Comment être ouvert à apprendre de ces événements qui se présentent tout au long de la route? Comment font ces personnes qui semblent aborder les choses de manière sereine en toutes circonstances? Quel est donc le secret des gens heureux?

Le bonheur oui, mais?

Le bonheur est un thème à la mode, sur lequel beaucoup est dit et écrit. L’homme occidental moderne l’a érigé comme une sorte de Graal, une quête, voire une utopie, le sac d’or au pied de l’arc-en ciel. Les philosophes se succèdent sur les plateaux TV pour en parler, nous en parlons à table avec nos amis, nous regardons les Youtubeurs qui le mettent en scène avec humour, ou sans selon leur talent (car il faut bien dire que certains psys qui parlent du bonheur en se filmant dans le décor sinistre de leur salon et avec une tête d’enterrement qui tangue avec la webcam ne sont guère très inspirants).

Alors, que ressort-il de tout cela? Qui sont donc ces gens heureux?

Je dirais, modestement, qu’il n’y a pas de gens heureux, mais des moments heureux et des personnes plus habiles que d’autres à saisir et cultiver ces moments. Que notre propension au bonheur est largement dépendante de notre capacité à concilier nos attentes et la réalité, à notre flexibilité à accueillir l’imprévu et à voir le beau et le bon en toute chose.

Au moment où j’écris ces lignes, certains pensent peut-être que je suis une sorte d’illuminée qui a été touchée par la grâce. Le bon et le beau dans toute chose, mais oui, d’ailleurs je persiste et signe. Et ce même si je suis moi-même parfois une excellente candidate comme membre d’honneur au Grumpy Club (clin d’oeil à un de mes amis à qui j’ai récemment proposé l’adhésion alors qu’il râlait sur les transports en commun de Bruxelles par réseaux sociaux interposés). Et même si je ne crois en rien, sauf en l’être humain et sa capacité à aimer. Ce qui n’est pas grand chose mais énorme à la fois.

Le beau et le bon en toute chose, vraiment?

Comment voir le beau et le bon quand on vit une catastrophe, un deuil, une maladie, une perte? Ce n’est pas toujours simple, et voir le beau n’occulte aucunement la douleur, et certainement pas dans un premier temps. Mais que nous dit cette douleur, ce manque? Elle nous dit l’intensité de la relation avec les personnes, avec le monde. Elle nous dit combien nous sommes humains et vivants, et notre volonté de le rester. Combien nous avons un idéal et des valeurs. Elle nous montre des ressources que nous ne soupçonnions même pas, la capacité d’être courageux, d’être seul face à soi-même, ou d’oser ressentir et montrer ses émotions. L’adversité nous révèle l’amitié, la solidarité, qui se trouve parfois où on ne l’attend pas, et pas où on l’attendait d’ailleurs.

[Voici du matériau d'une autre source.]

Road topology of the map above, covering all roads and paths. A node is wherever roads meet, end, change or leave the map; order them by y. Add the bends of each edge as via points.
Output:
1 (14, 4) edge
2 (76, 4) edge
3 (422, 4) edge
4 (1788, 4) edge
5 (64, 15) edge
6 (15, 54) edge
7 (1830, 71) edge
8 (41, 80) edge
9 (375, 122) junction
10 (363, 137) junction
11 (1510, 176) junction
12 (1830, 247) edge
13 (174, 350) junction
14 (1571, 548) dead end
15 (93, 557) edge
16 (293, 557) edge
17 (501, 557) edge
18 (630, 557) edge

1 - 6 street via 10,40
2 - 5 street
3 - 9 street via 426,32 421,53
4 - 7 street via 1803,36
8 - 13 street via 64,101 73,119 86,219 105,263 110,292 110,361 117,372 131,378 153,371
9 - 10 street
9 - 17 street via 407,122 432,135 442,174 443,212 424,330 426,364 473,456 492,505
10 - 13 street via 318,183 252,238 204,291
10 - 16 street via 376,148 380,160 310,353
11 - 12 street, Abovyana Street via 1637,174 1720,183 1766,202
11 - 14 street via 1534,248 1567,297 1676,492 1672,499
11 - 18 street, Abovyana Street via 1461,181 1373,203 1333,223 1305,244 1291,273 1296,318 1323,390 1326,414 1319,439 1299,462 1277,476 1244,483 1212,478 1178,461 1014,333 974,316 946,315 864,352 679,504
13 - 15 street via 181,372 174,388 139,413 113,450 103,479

La perte d’un emploi peut nous amener à se découvrir d’autres talents, d’autre intérêts, et une volonté et un besoin d’un autre rythme, de changer nos priorités, de nous recentrer sur l’essentiel. La perte d’une personne aimée nous rappelle combien la vie et nos proches nous sont chers, tout ce que cette personne nous apporté et appris. Les catastrophes apprennent l’humilité, notre condition d’être humains, un maillon de la chaîne, fort et faible à la fois. La liste est longue…

Alors, la perte et le changement ne sont pas confortables, mais que nous apprennent-ils? Ce n’est pas tant en répondant à la question qu’en se la posant que nous nous autorisons à faire un petit pas de plus sur le chemin du bonheur.